Web Hosting Overselling

Overselling is not a new concept. It may be unethical, but it is something consumers face far too often. From the airline that sold you a ticket and turned you away from the at-capacity flight at the gate to the store that claimed they had a product in stock, when in fact, they had a limited selection of what you wanted to begin with and were all sold out by the time you got there. It isn’t right, it isn’t fair, but it’s a business model that helps these companies make some extra profit.

It’s not that their necessarily deliberately trying to mislead you; oftentimes, the business will even make it up to you somehow. The reason these companies do this is because they are not counting on every customer to utilize their products and services 100%. It’s the same with some web hosting companies.

The Concept of Overselling

Overselling is typically the pretty packaging of a product; not an actual package, but advertising cleverly designed to make the customer believe they are getting a phenomenal deal: a huge value for very little money. While it sounds great, the truth is, you’re paying for a whole bunch of perks you might not use in time or even use at all. You just don’t always know that though, especially with something like web hosting.

The Details

If, for example. you’re offered a package deal from a web hosting company. They’re going to give you 450GB of hard disk space and a whopping 4000GB of bandwidth, and it will cost you less than $10 a month. Sounds great, right? Sure, until your figure out that your website will most likely only use about half the hard disk space you are being offered, let alone the massive amount of bandwidth (although some might use that much, but it will be very few of the company’s customers).

In reality, you’re being offered this oh-so-wonderful deal, as are many customers, some of which are probably being sold and also using the GBs of disk space and bandwidth that you will never use and will possibly never know is being used by someone else.

These offers are made to the customer in order to make the web host look good; to let them stand out above the competition. The truth is, if you as a customer can analyze the offer and see that it appears as too good to be true, well, it most likely is. The company does have to be prepared for the customers who might use all that is offered, however, since few will use this amount of space, they have to resell some of what they’re offering to make their profits.

Unfortunately, there is still no way to always know for sure if a web host is actually in the practice of overselling. You just have to look at the offer and go with your gut. You might eventually find out later on, but then there is so much hassle involved with resolving the issue and moving your site. It’s best to try and find a host who will get things right from the start.

Overselling and Instability

Web host overselling can and does lead to instability. It’s really more than just selling the customer more resources than they will use. It is selling this same pretty package deal to numerous customers. In reality, overselling means the web host is actually selling more resources than they can really deliver.

Think of it this way: a host with 10,000 sites has a pretty good chance of being able to handle and maintain those sites, with the right skills and experience on board, with very little problem. However, trying to host 1,000,000 sites is not only going to be difficult for the host company, but will result in slow loading and transfers, lots of downtime and of course the risk that some of those sites will start exceeding the bandwidth, eating up everyone else’s allotted bandwidth, resulting in a hard shove of many sights right of the edge of the internet.
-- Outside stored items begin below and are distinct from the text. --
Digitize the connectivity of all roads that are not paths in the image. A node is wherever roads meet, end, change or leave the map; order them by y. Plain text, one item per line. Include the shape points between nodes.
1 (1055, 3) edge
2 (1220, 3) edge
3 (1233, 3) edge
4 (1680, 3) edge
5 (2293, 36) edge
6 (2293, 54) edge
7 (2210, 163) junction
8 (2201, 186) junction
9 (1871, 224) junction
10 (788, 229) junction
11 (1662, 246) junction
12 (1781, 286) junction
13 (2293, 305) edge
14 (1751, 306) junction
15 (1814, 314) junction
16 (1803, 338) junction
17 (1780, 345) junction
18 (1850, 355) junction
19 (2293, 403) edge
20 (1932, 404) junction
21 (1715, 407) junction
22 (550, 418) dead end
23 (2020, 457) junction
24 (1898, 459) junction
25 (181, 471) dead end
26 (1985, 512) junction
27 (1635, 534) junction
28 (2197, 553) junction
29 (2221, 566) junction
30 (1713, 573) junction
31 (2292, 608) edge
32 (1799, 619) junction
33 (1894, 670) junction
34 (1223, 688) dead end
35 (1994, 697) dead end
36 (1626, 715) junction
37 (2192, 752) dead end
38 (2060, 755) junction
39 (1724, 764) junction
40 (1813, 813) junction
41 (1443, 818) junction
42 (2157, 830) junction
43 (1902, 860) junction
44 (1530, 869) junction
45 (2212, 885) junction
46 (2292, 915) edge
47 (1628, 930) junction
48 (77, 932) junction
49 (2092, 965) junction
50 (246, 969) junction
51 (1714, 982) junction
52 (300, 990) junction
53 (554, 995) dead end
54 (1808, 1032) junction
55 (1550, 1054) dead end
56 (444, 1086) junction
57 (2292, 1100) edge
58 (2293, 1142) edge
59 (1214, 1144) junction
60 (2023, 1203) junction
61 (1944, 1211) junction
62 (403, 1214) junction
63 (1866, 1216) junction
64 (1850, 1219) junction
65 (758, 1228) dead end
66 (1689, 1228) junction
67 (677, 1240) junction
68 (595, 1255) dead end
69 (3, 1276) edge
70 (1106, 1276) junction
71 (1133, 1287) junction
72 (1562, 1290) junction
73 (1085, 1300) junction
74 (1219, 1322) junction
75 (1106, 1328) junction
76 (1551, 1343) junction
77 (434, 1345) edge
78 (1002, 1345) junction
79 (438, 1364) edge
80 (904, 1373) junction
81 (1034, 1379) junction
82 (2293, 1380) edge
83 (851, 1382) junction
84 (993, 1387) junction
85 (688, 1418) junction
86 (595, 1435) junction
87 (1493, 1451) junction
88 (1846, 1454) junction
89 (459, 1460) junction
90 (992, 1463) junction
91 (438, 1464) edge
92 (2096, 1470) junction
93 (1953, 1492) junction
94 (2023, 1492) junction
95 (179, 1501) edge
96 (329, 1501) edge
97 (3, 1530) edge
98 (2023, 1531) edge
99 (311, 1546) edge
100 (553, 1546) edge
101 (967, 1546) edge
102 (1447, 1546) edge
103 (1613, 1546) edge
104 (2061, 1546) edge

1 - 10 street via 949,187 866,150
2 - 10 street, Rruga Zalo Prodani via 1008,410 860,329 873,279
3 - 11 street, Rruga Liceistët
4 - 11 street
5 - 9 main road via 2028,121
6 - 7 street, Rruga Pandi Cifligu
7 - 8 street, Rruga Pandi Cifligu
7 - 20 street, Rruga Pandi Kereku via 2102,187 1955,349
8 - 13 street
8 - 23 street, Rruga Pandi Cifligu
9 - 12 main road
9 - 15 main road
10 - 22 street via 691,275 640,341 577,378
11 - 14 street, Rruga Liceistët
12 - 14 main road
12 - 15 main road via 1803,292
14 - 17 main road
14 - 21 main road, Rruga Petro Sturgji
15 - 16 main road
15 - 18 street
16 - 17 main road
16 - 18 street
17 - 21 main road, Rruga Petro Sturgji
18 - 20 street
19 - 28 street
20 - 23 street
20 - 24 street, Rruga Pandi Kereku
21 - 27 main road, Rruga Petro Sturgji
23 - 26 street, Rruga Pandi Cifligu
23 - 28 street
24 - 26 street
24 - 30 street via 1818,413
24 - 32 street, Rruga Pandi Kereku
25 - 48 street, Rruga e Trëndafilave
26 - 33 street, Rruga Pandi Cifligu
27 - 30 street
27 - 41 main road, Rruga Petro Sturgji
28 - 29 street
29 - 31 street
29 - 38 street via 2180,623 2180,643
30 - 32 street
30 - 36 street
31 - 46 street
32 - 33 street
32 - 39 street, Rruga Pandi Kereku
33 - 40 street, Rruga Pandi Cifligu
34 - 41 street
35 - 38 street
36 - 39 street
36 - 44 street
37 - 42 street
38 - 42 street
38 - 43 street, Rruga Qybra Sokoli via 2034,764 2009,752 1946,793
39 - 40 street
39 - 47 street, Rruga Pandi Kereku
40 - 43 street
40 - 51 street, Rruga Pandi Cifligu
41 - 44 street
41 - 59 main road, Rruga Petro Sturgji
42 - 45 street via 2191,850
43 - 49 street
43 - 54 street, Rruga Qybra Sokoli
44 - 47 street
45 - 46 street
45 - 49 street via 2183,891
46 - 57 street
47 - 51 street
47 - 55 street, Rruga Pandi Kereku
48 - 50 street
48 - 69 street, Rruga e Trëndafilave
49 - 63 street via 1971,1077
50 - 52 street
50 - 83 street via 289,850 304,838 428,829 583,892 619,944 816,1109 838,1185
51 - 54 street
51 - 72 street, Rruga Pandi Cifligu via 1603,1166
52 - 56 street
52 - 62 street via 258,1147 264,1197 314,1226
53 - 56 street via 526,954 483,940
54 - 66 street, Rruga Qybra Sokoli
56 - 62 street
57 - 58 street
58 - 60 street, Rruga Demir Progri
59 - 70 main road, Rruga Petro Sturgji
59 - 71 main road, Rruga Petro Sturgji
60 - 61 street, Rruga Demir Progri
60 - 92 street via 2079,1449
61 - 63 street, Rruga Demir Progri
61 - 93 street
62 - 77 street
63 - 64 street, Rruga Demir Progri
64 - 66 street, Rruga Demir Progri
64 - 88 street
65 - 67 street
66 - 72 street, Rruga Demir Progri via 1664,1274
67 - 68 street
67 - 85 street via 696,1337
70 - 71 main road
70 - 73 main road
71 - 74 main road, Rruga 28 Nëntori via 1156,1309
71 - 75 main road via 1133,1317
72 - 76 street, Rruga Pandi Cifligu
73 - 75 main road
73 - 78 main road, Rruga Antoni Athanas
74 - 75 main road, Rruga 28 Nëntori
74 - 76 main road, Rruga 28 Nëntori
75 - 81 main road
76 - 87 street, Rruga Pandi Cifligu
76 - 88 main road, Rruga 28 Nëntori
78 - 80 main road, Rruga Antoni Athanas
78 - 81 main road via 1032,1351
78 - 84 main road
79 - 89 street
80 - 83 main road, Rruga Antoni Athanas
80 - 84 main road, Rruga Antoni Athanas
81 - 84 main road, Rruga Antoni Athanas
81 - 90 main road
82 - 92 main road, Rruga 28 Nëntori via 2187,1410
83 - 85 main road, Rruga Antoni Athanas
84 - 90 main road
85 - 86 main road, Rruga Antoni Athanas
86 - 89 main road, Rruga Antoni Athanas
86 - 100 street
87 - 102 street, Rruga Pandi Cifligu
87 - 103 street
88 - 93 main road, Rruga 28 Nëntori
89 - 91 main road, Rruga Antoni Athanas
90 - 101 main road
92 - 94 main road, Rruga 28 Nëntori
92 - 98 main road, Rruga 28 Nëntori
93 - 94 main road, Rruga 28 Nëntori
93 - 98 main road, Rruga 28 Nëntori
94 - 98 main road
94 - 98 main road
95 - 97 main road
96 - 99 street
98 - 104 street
Web host overselling benefits the company very much, but in the long run, their larger profit margins are bound to result in some very displeased customers. Do your research and try to go with a reputable company and a deal that at least sounds realistic. If it seems fishy, look elsewhere for a web host. Overselling is a risk anyone takes in the web hosting market, however, you can lower your risks by being intuitive and picking a deal that, even though it might cost more, does not offer you the sun, the moon and the stars for a few dollars a month.